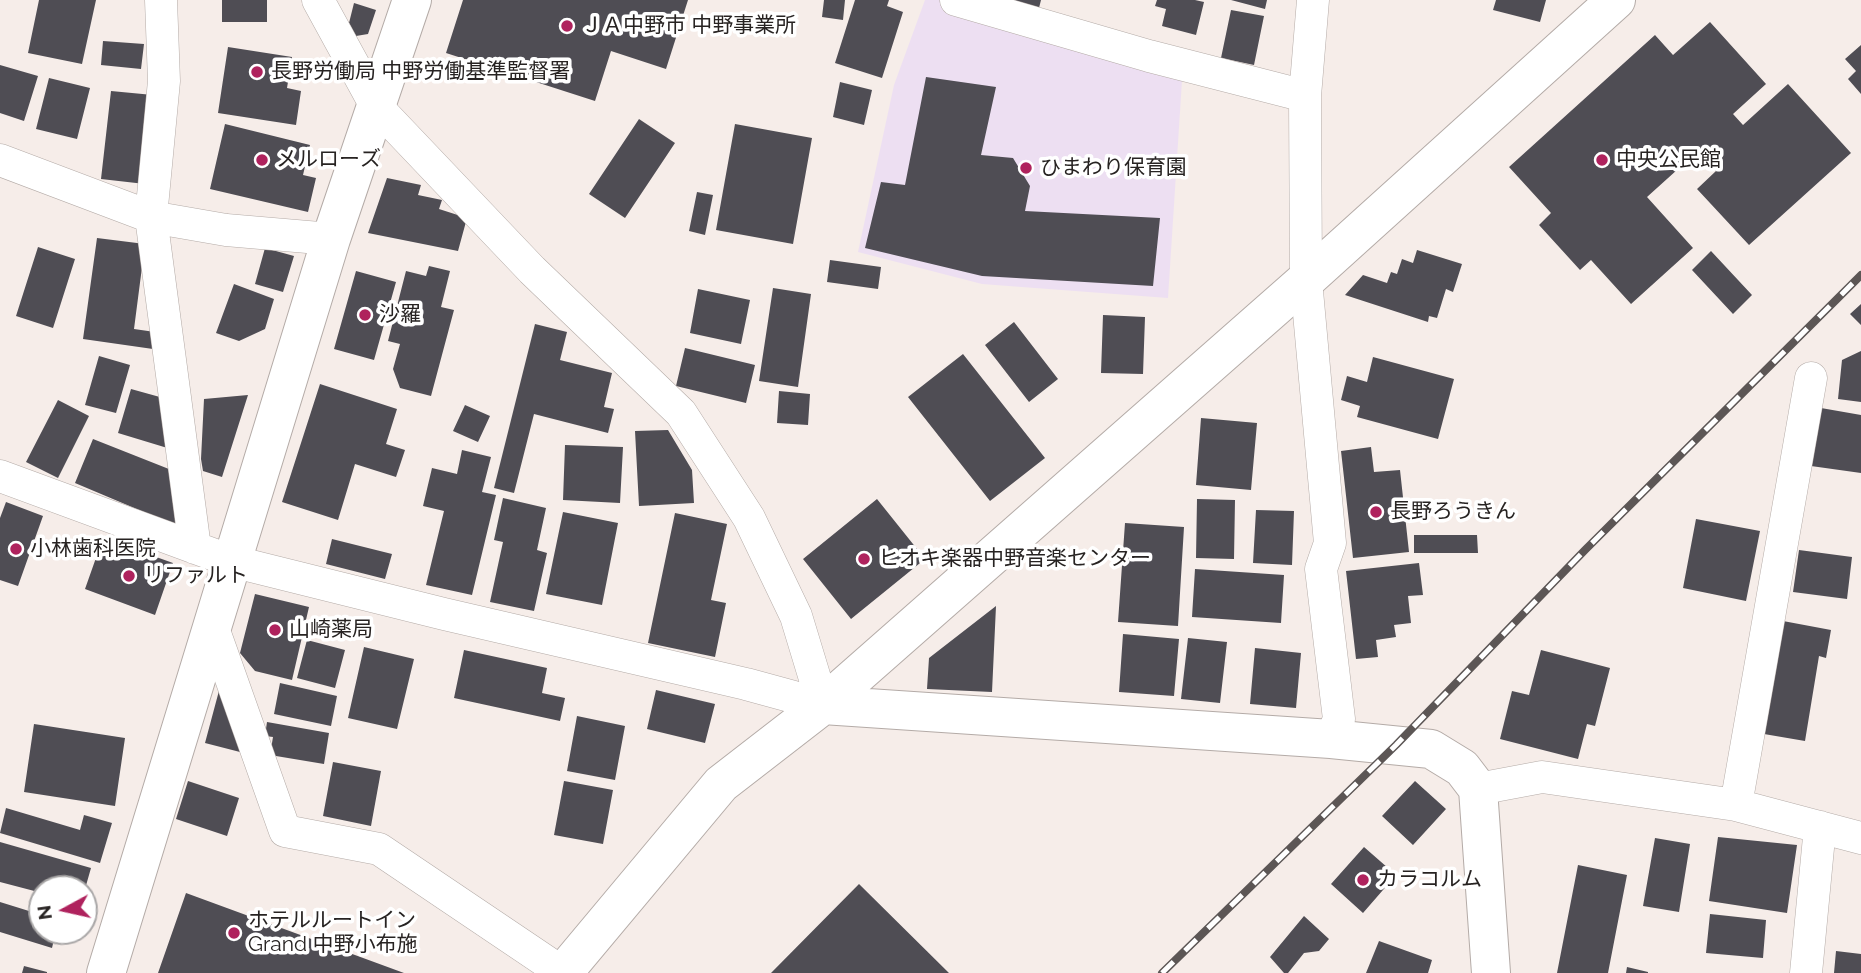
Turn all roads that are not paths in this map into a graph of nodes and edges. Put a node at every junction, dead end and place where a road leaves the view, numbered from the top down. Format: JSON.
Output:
{"nodes":[{"id":1,"x":161,"y":0,"type":"edge"},
{"id":2,"x":318,"y":0,"type":"edge"},
{"id":3,"x":412,"y":0,"type":"edge"},
{"id":4,"x":956,"y":0,"type":"edge"},
{"id":5,"x":1313,"y":0,"type":"edge"},
{"id":6,"x":1616,"y":0,"type":"edge"},
{"id":7,"x":1305,"y":96,"type":"junction"},
{"id":8,"x":376,"y":106,"type":"junction"},
{"id":9,"x":0,"y":160,"type":"edge"},
{"id":10,"x":151,"y":217,"type":"junction"},
{"id":11,"x":331,"y":239,"type":"junction"},
{"id":12,"x":1306,"y":280,"type":"junction"},
{"id":13,"x":1811,"y":378,"type":"dead end"},
{"id":14,"x":0,"y":476,"type":"edge"},
{"id":15,"x":195,"y":548,"type":"junction"},
{"id":16,"x":231,"y":561,"type":"junction"},
{"id":17,"x":212,"y":625,"type":"junction"},
{"id":18,"x":823,"y":705,"type":"junction"},
{"id":19,"x":1331,"y":739,"type":"junction"},
{"id":20,"x":1478,"y":789,"type":"junction"},
{"id":21,"x":1736,"y":805,"type":"junction"},
{"id":22,"x":1820,"y":827,"type":"junction"},
{"id":23,"x":1861,"y":838,"type":"edge"},
{"id":24,"x":106,"y":973,"type":"edge"},
{"id":25,"x":563,"y":973,"type":"edge"},
{"id":26,"x":1491,"y":973,"type":"edge"},
{"id":27,"x":1806,"y":973,"type":"edge"}],
"edges":[{"from":1,"to":10,"type":"street"},
{"from":2,"to":8,"type":"street"},
{"from":3,"to":8,"type":"street"},
{"from":4,"to":7,"type":"street"},
{"from":5,"to":7,"type":"street"},
{"from":6,"to":12,"type":"street"},
{"from":7,"to":12,"type":"street"},
{"from":8,"to":11,"type":"street"},
{"from":8,"to":18,"type":"street"},
{"from":9,"to":10,"type":"street"},
{"from":10,"to":11,"type":"street"},
{"from":10,"to":15,"type":"street"},
{"from":11,"to":16,"type":"street"},
{"from":12,"to":18,"type":"street"},
{"from":12,"to":19,"type":"street"},
{"from":13,"to":21,"type":"street"},
{"from":14,"to":15,"type":"street"},
{"from":15,"to":16,"type":"street"},
{"from":16,"to":17,"type":"street"},
{"from":16,"to":18,"type":"street"},
{"from":17,"to":24,"type":"street"},
{"from":17,"to":25,"type":"street"},
{"from":18,"to":19,"type":"street"},
{"from":18,"to":25,"type":"street"},
{"from":19,"to":20,"type":"street"},
{"from":20,"to":21,"type":"street"},
{"from":20,"to":26,"type":"street"},
{"from":21,"to":22,"type":"street"},
{"from":22,"to":23,"type":"street"},
{"from":22,"to":27,"type":"street"}]}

What you will do: The response consists of the lines above that contain "edges".

Solution to this problem:
Turn all roads that are not paths in this map into a graph of nodes and edges. Put a node at every junction, dead end and place where a road leaves the view, numbered from the top down. Format: JSON.
"edges":[{"from":1,"to":10,"type":"street"},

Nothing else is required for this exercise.